-------- LISTED ENTRIES

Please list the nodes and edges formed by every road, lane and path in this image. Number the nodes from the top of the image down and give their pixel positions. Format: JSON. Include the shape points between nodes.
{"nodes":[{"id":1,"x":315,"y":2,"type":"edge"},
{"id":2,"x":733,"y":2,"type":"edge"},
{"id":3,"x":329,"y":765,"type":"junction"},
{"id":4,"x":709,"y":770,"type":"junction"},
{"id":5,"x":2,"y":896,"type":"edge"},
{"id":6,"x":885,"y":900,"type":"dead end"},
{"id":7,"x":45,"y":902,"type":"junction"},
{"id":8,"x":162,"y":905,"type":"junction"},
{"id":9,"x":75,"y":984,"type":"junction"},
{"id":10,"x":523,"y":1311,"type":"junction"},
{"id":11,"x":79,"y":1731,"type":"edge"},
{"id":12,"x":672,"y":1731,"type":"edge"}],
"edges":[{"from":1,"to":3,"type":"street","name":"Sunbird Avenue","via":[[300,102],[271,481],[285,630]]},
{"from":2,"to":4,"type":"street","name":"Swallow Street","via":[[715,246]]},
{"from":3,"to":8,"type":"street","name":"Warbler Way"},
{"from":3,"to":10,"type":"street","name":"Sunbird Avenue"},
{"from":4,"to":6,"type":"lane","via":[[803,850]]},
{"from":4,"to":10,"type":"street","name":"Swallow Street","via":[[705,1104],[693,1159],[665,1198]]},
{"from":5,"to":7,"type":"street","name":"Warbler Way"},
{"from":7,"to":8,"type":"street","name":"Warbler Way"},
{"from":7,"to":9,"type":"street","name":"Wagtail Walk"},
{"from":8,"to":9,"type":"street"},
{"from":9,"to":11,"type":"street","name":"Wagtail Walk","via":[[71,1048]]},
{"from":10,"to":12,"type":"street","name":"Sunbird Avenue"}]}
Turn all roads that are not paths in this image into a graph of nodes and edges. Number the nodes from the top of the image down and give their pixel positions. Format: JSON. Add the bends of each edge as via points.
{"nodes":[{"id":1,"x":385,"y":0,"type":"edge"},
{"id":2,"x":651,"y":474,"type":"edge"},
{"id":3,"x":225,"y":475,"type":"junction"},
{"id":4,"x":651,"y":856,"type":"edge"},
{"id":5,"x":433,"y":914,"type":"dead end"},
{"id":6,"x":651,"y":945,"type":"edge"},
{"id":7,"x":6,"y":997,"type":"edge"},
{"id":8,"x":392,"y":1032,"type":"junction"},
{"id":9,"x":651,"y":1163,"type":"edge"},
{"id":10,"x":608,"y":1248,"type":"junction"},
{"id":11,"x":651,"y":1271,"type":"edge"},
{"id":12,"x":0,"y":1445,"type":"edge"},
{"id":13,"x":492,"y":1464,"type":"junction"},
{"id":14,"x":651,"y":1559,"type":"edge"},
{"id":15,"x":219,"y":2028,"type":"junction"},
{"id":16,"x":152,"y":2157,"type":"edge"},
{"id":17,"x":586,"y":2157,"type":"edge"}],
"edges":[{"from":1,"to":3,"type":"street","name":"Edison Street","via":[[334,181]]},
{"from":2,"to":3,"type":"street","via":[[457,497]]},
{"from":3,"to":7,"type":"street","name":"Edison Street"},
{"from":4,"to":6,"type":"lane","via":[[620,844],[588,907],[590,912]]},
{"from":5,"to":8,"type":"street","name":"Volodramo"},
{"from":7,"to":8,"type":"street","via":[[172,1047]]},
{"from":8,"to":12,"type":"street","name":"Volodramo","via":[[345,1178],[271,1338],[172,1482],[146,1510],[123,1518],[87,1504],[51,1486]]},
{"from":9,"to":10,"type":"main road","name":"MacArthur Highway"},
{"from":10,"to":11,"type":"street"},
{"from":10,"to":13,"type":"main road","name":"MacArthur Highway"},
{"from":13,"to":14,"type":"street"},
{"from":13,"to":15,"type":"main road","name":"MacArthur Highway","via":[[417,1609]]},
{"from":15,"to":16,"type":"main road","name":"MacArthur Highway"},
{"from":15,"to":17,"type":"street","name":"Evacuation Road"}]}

----------------

● DIRECTIONS
Checking each line of the data, count the ones containing "dead", and give only that count.

● RESPONSE BOX
2